Friday, May 6, 2011

JUSTICE UNDONE, IT'S MURDER THEY SAID


          “Justice was done” was Barack Obama’s take on the assassination of Osama bin Laden. It wasn’t. Justice was not done, it was undone. Obama, of all people, a graduate of Harvard Law School, a former law professor and a lawyer, should know better. Justice requires that laws be honored and not discarded for political expediency.
          Assassination is the extrajudicial intentional killing by a government of a person for a political purpose. Perhaps Attorney General Eric Holder should remind him that assassinations, or “targeted killings”, sanctioned by a sate are illegal.

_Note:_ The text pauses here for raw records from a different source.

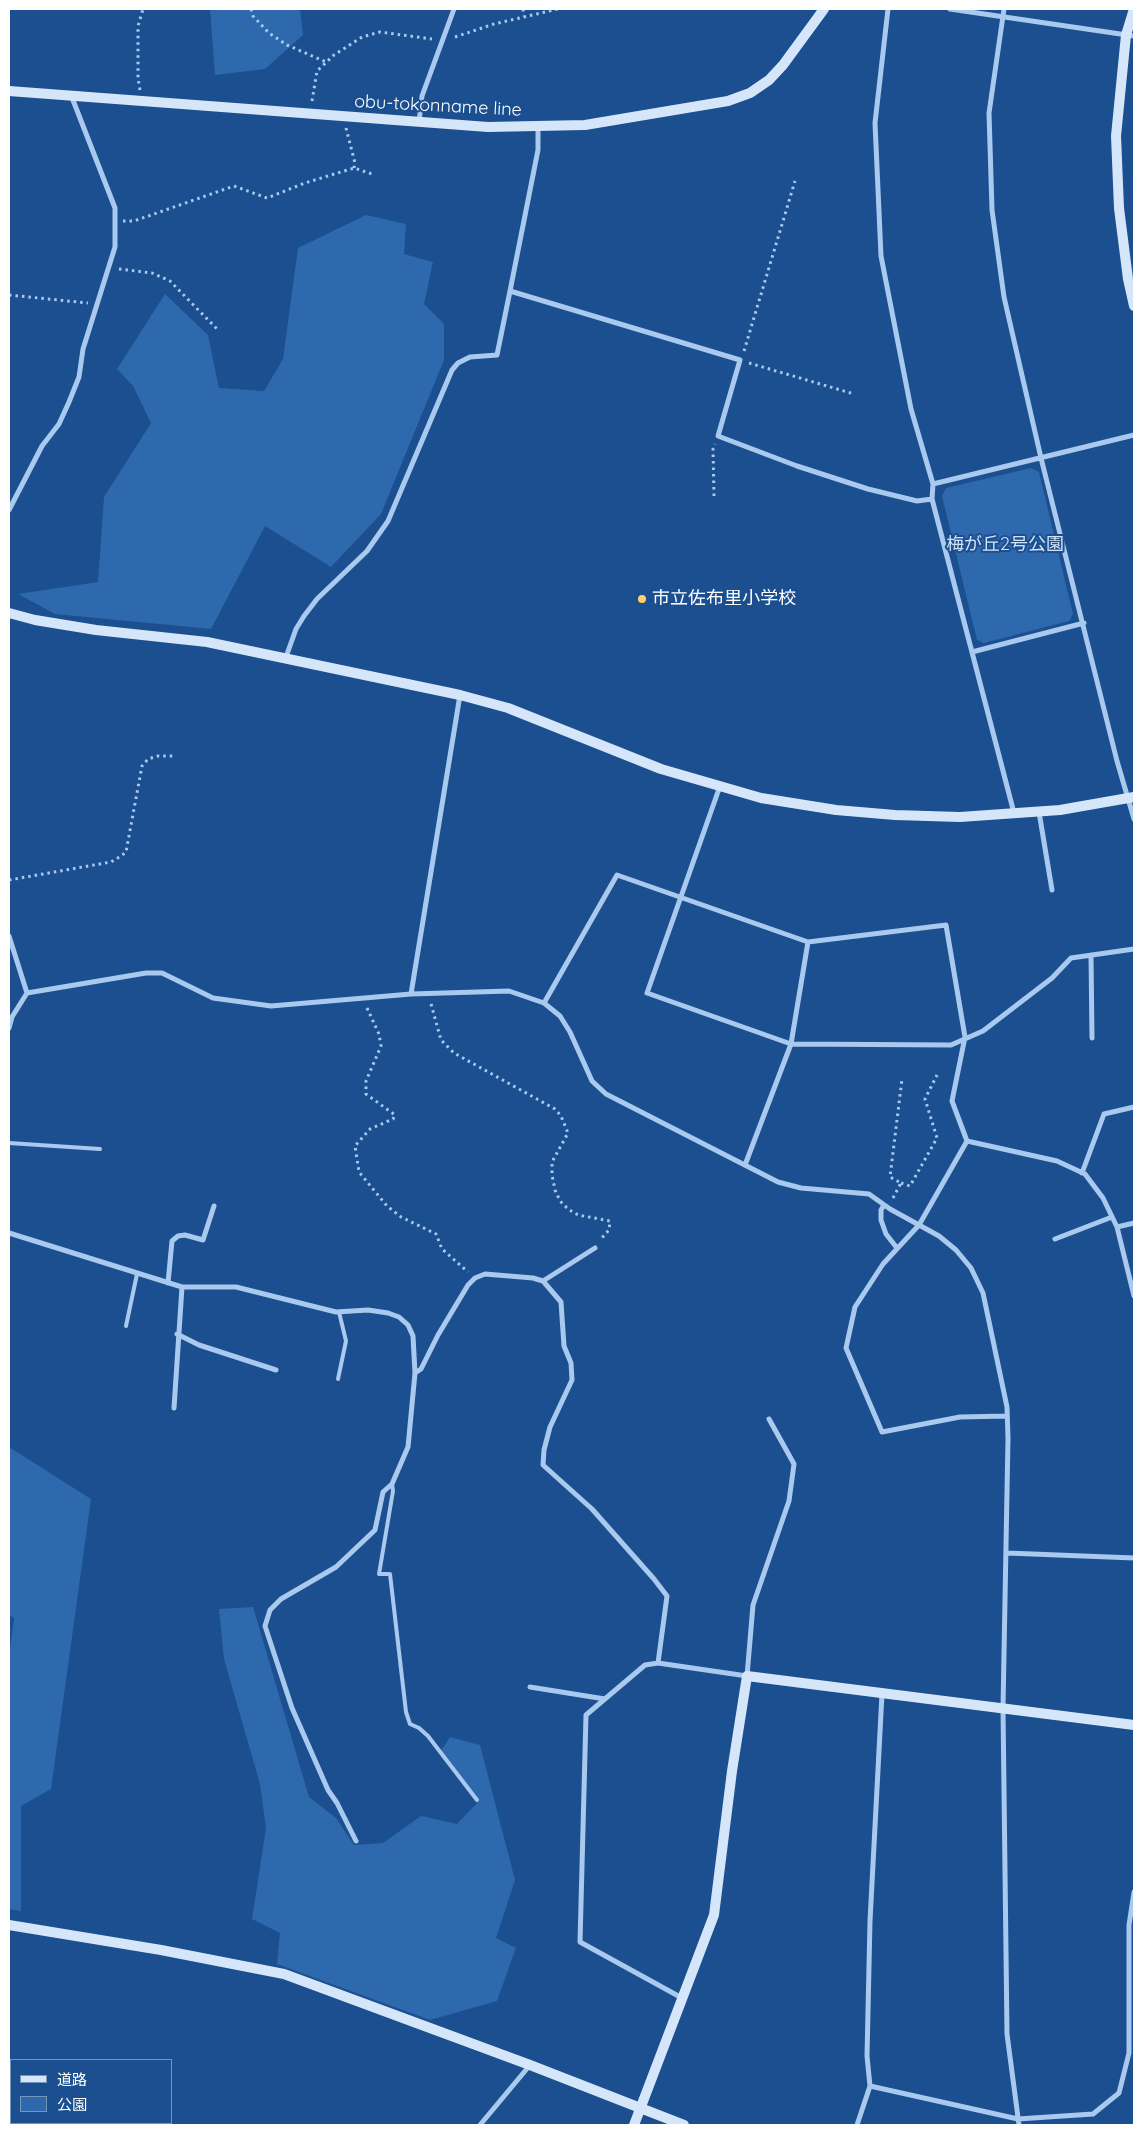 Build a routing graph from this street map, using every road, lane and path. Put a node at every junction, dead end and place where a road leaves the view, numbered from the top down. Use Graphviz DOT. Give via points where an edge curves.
graph roads {
  1 [pos="143,9"];
  2 [pos="251,9"];
  3 [pos="454,9"];
  4 [pos="523,9"];
  5 [pos="558,9"];
  6 [pos="824,9"];
  7 [pos="888,9"];
  8 [pos="950,9"];
  9 [pos="1004,9"];
  10 [pos="1134,9"];
  11 [pos="524,16"];
  12 [pos="1003,17"];
  13 [pos="445,35"];
  14 [pos="1130,36"];
  15 [pos="442,41"];
  16 [pos="326,62"];
  17 [pos="9,91"];
  18 [pos="70,95"];
  19 [pos="140,101"];
  20 [pos="310,114"];
  21 [pos="346,117"];
  22 [pos="419,122"];
  23 [pos="538,127"];
  24 [pos="354,168"];
  25 [pos="372,174"];
  26 [pos="795,182"];
  27 [pos="115,222"];
  28 [pos="109,266"];
  29 [pos="510,291"];
  30 [pos="9,295"];
  31 [pos="97,304"];
  32 [pos="1134,306"];
  33 [pos="218,330"];
  34 [pos="740,360"];
  35 [pos="854,394"];
  36 [pos="1134,435"];
  37 [pos="718,436"];
  38 [pos="1041,458"];
  39 [pos="933,484"];
  40 [pos="714,496"];
  41 [pos="932,499"];
  42 [pos="9,510"];
  43 [pos="9,612"];
  44 [pos="1084,623"];
  45 [pos="972,652"];
  46 [pos="286,657"];
  47 [pos="460,695"];
  48 [pos="176,756"];
  49 [pos="720,786"];
  50 [pos="1132,798"];
  51 [pos="1040,812"];
  52 [pos="1014,815"];
  53 [pos="1134,819"];
  54 [pos="9,880"];
  55 [pos="1052,890"];
  56 [pos="681,898"];
  57 [pos="9,936"];
  58 [pos="808,942"];
  59 [pos="1134,949"];
  60 [pos="1091,955"];
  61 [pos="27,993"];
  62 [pos="430,993"];
  63 [pos="411,994"];
  64 [pos="365,998"];
  65 [pos="544,1004"];
  66 [pos="9,1028"];
  67 [pos="1092,1038"];
  68 [pos="964,1041"];
  69 [pos="791,1044"];
  70 [pos="937,1075"];
  71 [pos="902,1079"];
  72 [pos="1134,1107"];
  73 [pos="967,1141"];
  74 [pos="9,1143"];
  75 [pos="100,1149"];
  76 [pos="745,1165"];
  77 [pos="1082,1173"];
  78 [pos="901,1182"];
  79 [pos="214,1206"];
  80 [pos="886,1206"];
  81 [pos="1112,1217"];
  82 [pos="1134,1223"];
  83 [pos="919,1225"];
  84 [pos="1116,1227"];
  85 [pos="9,1233"];
  86 [pos="1055,1239"];
  87 [pos="595,1248"];
  88 [pos="897,1248"];
  89 [pos="137,1274"];
  90 [pos="475,1278"];
  91 [pos="543,1281"];
  92 [pos="168,1283"];
  93 [pos="182,1287"];
  94 [pos="1134,1296"];
  95 [pos="339,1312"];
  96 [pos="126,1326"];
  97 [pos="177,1334"];
  98 [pos="276,1370"];
  99 [pos="415,1372"];
  100 [pos="338,1378"];
  101 [pos="174,1408"];
  102 [pos="1007,1416"];
  103 [pos="769,1419"];
  104 [pos="392,1484"];
  105 [pos="1007,1554"];
  106 [pos="1134,1558"];
  107 [pos="658,1663"];
  108 [pos="747,1676"];
  109 [pos="530,1687"];
  110 [pos="882,1694"];
  111 [pos="605,1699"];
  112 [pos="1003,1708"];
  113 [pos="1134,1725"];
  114 [pos="477,1800"];
  115 [pos="356,1841"];
  116 [pos="1134,1892"];
  117 [pos="9,1925"];
  118 [pos="682,1998"];
  119 [pos="530,2065"];
  120 [pos="870,2086"];
  121 [pos="641,2110"];
  122 [pos="1018,2119"];
  123 [pos="480,2125"];
  124 [pos="634,2125"];
  125 [pos="684,2125"];
  126 [pos="857,2125"];
  127 [pos="1018,2125"];
  1 -- 19 [label="path" via="138,26"];
  2 -- 16 [label="path" via="253,16 269,33"];
  3 -- 13 [label="street"];
  4 -- 11 [label="path"];
  5 -- 11 [label="path"];
  6 -- 23 [label="street, obu-tokonname line" via="783,65 750,93 728,101 585,125"];
  7 -- 39 [label="street" via="875,123 881,256 911,409"];
  8 -- 12 [label="street"];
  9 -- 12 [label="street"];
  10 -- 14 [label="street"];
  11 -- 13 [label="path" via="456,37"];
  12 -- 14 [label="street"];
  12 -- 38 [label="street" via="989,113 992,210 1004,297"];
  13 -- 15 [label="street"];
  14 -- 32 [label="street" via="1117,145 1119,208"];
  15 -- 16 [label="path" via="371,33"];
  15 -- 22 [label="street" via="422,96"];
  16 -- 20 [label="path" via="317,71"];
  17 -- 18 [label="street, obu-tokonname line"];
  18 -- 19 [label="street, obu-tokonname line"];
  18 -- 27 [label="street" via="116,208"];
  19 -- 20 [label="street, obu-tokonname line"];
  20 -- 21 [label="street, obu-tokonname line"];
  21 -- 22 [label="street, obu-tokonname line"];
  21 -- 24 [label="path"];
  22 -- 23 [label="street, obu-tokonname line"];
  23 -- 29 [label="street" via="538,150"];
  24 -- 25 [label="path"];
  24 -- 27 [label="path" via="267,198 234,186 134,221"];
  26 -- 34 [label="path"];
  27 -- 28 [label="street" via="115,247"];
  28 -- 31 [label="street"];
  28 -- 33 [label="path" via="162,276"];
  29 -- 34 [label="street"];
  29 -- 46 [label="street" via="497,355 470,358 452,370 388,521 366,552 304,616"];
  30 -- 31 [label="path"];
  31 -- 42 [label="street" via="83,349 79,377 69,402"];
  34 -- 35 [label="path"];
  34 -- 37 [label="street"];
  36 -- 38 [label="street"];
  37 -- 40 [label="path" via="713,449"];
  37 -- 41 [label="street" via="868,489 918,500"];
  38 -- 39 [label="street"];
  38 -- 44 [label="street"];
  39 -- 41 [label="street"];
  41 -- 45 [label="street"];
  43 -- 46 [label="street" via="35,620 207,642"];
  44 -- 45 [label="street"];
  44 -- 50 [label="street"];
  45 -- 52 [label="street"];
  46 -- 47 [label="street"];
  47 -- 49 [label="street" via="508,708 661,769"];
  47 -- 63 [label="street"];
  48 -- 54 [label="path" via="148,758 142,766 126,852 121,856 111,862"];
  49 -- 52 [label="street" via="761,798 836,810 960,817"];
  49 -- 56 [label="street"];
  50 -- 51 [label="street"];
  50 -- 53 [label="street"];
  51 -- 52 [label="street"];
  51 -- 55 [label="street"];
  56 -- 58 [label="street"];
  56 -- 65 [label="street" via="617,875"];
  56 -- 69 [label="street" via="647,993"];
  57 -- 61 [label="street"];
  58 -- 68 [label="street" via="946,925"];
  58 -- 69 [label="street"];
  59 -- 60 [label="street"];
  60 -- 67 [label="street"];
  60 -- 68 [label="street" via="1071,958 1052,978 983,1031"];
  61 -- 64 [label="street" via="162,973 213,998 243,1003 288,1006"];
  61 -- 66 [label="street"];
  62 -- 63 [label="street"];
  62 -- 65 [label="street" via="510,991"];
  62 -- 87 [label="path" via="441,1040 454,1053 561,1116 568,1133 552,1162 555,1190 560,1201 578,1215 610,1221 609,1230"];
  63 -- 64 [label="street"];
  64 -- 90 [label="path" via="381,1046 366,1081 366,1094 395,1115 393,1119 370,1129 354,1146 359,1172 387,1206 401,1217 436,1234 442,1249"];
  65 -- 76 [label="street" via="560,1016 592,1082 606,1094"];
  68 -- 69 [label="street" via="951,1045"];
  68 -- 73 [label="street" via="952,1100"];
  69 -- 76 [label="street"];
  70 -- 78 [label="path" via="925,1099 937,1138 910,1186"];
  71 -- 78 [label="path" via="890,1177"];
  72 -- 77 [label="street" via="1104,1114"];
  73 -- 77 [label="street" via="1057,1161"];
  73 -- 83 [label="street"];
  74 -- 75 [label="lane"];
  76 -- 80 [label="street" via="778,1182 801,1188 869,1194"];
  77 -- 81 [label="street" via="1103,1198"];
  78 -- 80 [label="path"];
  79 -- 92 [label="street" via="203,1240 185,1235 172,1241"];
  80 -- 83 [label="street"];
  80 -- 88 [label="street" via="881,1210 881,1220 886,1234"];
  81 -- 84 [label="street"];
  81 -- 86 [label="street"];
  82 -- 84 [label="street"];
  83 -- 88 [label="street"];
  83 -- 102 [label="street" via="956,1250 971,1268 984,1293 1004,1384"];
  84 -- 94 [label="street"];
  85 -- 89 [label="street"];
  87 -- 91 [label="street"];
  88 -- 102 [label="street" via="855,1307 846,1348 882,1432 960,1417"];
  89 -- 92 [label="street"];
  89 -- 96 [label="lane"];
  90 -- 91 [label="street" via="485,1274"];
  90 -- 99 [label="street" via="438,1335 421,1370"];
  91 -- 107 [label="street" via="561,1302 564,1346 571,1363 572,1380 550,1427 543,1465 592,1509 667,1596"];
  92 -- 93 [label="street"];
  93 -- 95 [label="street" via="236,1287"];
  93 -- 97 [label="street"];
  95 -- 99 [label="street" via="368,1310 399,1317 413,1336"];
  95 -- 100 [label="lane" via="346,1341"];
  97 -- 98 [label="street" via="199,1345"];
  97 -- 101 [label="street"];
  99 -- 104 [label="street" via="408,1447"];
  102 -- 105 [label="street"];
  103 -- 108 [label="street" via="794,1464 789,1501 753,1605"];
  104 -- 114 [label="lane" via="379,1574 390,1574 406,1712 410,1724 428,1736"];
  104 -- 115 [label="street" via="384,1492 376,1530 336,1567 281,1599 270,1610 265,1626 292,1708 328,1790"];
  105 -- 106 [label="street"];
  105 -- 112 [label="street"];
  107 -- 108 [label="street"];
  107 -- 111 [label="street" via="645,1665"];
  108 -- 110 [label="street"];
  108 -- 118 [label="street" via="714,1915"];
  109 -- 111 [label="street"];
  110 -- 112 [label="street"];
  110 -- 120 [label="street" via="870,1921 867,2056"];
  111 -- 118 [label="street" via="586,1715 580,1942"];
  112 -- 113 [label="street"];
  112 -- 122 [label="street" via="1008,2034"];
  116 -- 122 [label="street" via="1129,1925 1129,2052 1119,2093 1093,2114"];
  117 -- 119 [label="street" via="284,1974"];
  118 -- 121 [label="street"];
  119 -- 121 [label="street"];
  119 -- 123 [label="street"];
  120 -- 122 [label="street"];
  120 -- 126 [label="street"];
  121 -- 124 [label="street"];
  121 -- 125 [label="street"];
  122 -- 127 [label="street"];
}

As early as February 18, 1976, President Ford signed Executive Order 1190, a finding and directive having the force of law, banning political assassinations [“Prohibition of Assassination. No employee of the United States Government shall engage in, or conspire to engage in, political assassination.”] President Carter followed suit with Executive Order 12036 which banned even indirect U.S. involvement in assassinations. President Reagan finally signed the still in effect Executive Order 12333 on December 1, 1981 which provides:

executive order 12333-- united states intelligence activities  46 fr 59941, 3 cfr 1981 

2.11 Prohibition on Assassination. No person employed by or acting on behalf of the United States Government shall engage in, or conspire to engage in, assassination.

2.12 Indirect Participation. No agency of the Intelligence Community shall participate in or request any person to undertake activities forbidden by this Order.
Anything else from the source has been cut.